I'm often asked to recommend screenwriting books. While different screenwriting teachers have different points of view, I think it's worth paying most attention to the elements on which they all agree (i.e., conflict, character development, strong premise). The most recent one I've read far and away belongs in a prime space on your bookshelf.
I refer to The Art of Dramatic Writing by Lajos Egri. Originally published in the 1940s, it was first recommended to me by Tim Albaugh of Hollins University and UCLA. Upon reading it, I've discovered how much a debt screenwriting classics such as Blake Snyder's Save the Cat, Richard Walter's Essentials of Screenwriting, and Hal Ackerman's Writing Screenplays that Sell owe to Egri's work.
Save the Cat discusses the need for a strong logline to precede the writing process. Snyder alludes to the logline as the story's central pillar, the touchstone to which a writer must adhere through thick and thin.
Egri boils this down to an even more elementary principle: the premise. A premise consists of multiple elements, expressed as simply as possible:
1. A point of view. Pick a side. What are you trying to say? What's your voice?
2. A defining character element. Blind belief? Unchecked ambition? Excessive pride? Overprotection? Status obsession?
3. A logical end result of said character element. Tragedy? Death? Loss? The conquering of death?
4. Irony. How does the premise deliver an unexpected turn?
Romeo & Juliet = Love conquers death.
Finding Nemo = Overprotection leads to loss.
Macbeth = Ruthless ambition leads to destruction.
The Social Network = Obsession with status leads to isolation.
Casablanca = Compassion conquers hopelessness.
Birdman = Self-delusion leads to loss.
How do I imagine a premise? I take a page out of Hal Ackerman's book and imagine my character's low point. In his treatise, Ackerman mentions that the most important element you need to know in a screenplay is what happens on page 90. Page 90 is traditionally the act break from II to III. It's the protagonist's emotional low point. It's what the protagonist least desires. The character is as far as possible from what they need. It's also the logical result of their defining characteristic.

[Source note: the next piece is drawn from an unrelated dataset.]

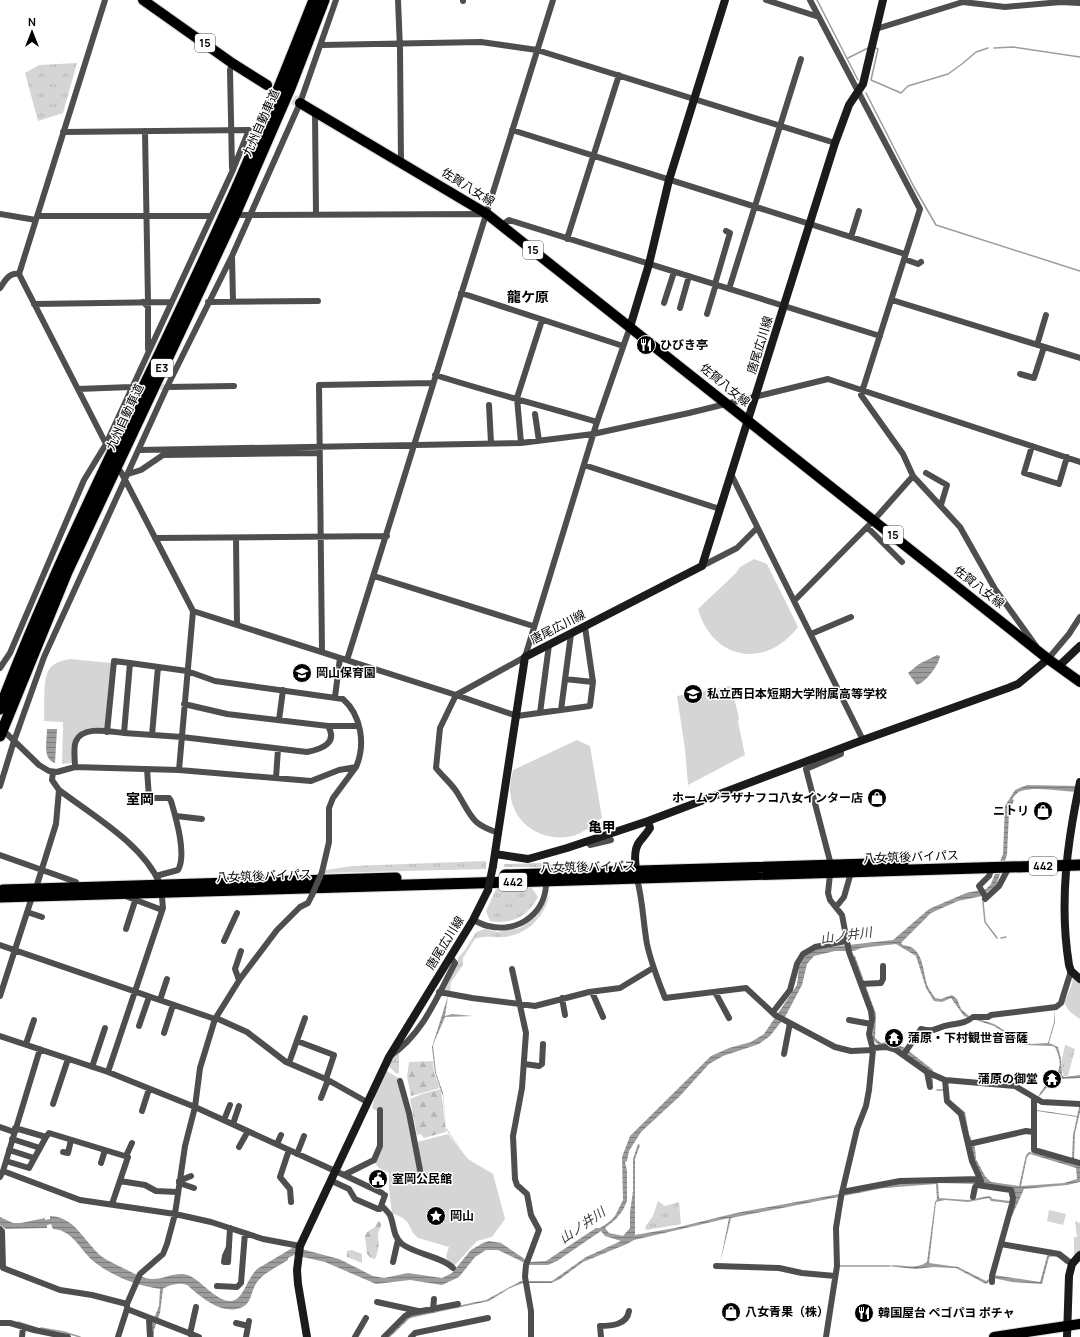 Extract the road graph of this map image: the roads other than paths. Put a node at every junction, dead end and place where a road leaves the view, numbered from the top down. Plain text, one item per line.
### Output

Therefore, if you're stuck with regards to formulating a premise, start here:
[Flaw] leads to [low point].
The premise is the DNA of your protagonist. And as character = story, it's the DNA of your plot as well. Every scene and character act must be rooted in the premise. It defines your character, it defines your story. Every piece of your story is a microcosm of the premise. And if you populate your story with complex characters who prove the premise, then most of the heavy lifting you must perform as a writer is done.
Egri also discusses his differences with Aristotle, namely regarding the relationship between character and story (Egri takes the position that character creates story - one with which I agree). And that a truly three-dimensional character must be plotted via the three dimensions of physiology, sociology, and psychology. How a character looks, the circumstances of their environment, and who they are within will each play paramount roles in the actions the character performs to attain his/her desire.
The idea of a unity of opposites also appears in Egri's work. How do circumstances force a character to act? How is compromise impossible, both within and without? Every script, indeed, every scene, must have a winner and a loser. Egri writes, "If we are given the opportunity of seeing how a murderer is forced by necessity, environment, and inner and outer contradictions to commit a crime, we are witnessing the unity of opposites in action."
This is the bedrock upon which shows like Breaking Bad and Better Call Saul are built. How have circumstances forced Walter White into becoming a meth kingpin? What circumstances forced naive young Jimmy McGill to become jaded, cynical Saul Goodman? This is unity of opposites. This is Egri.
As mentioned, the more you read, the better a writer you'll be. If you read Egri, case in point.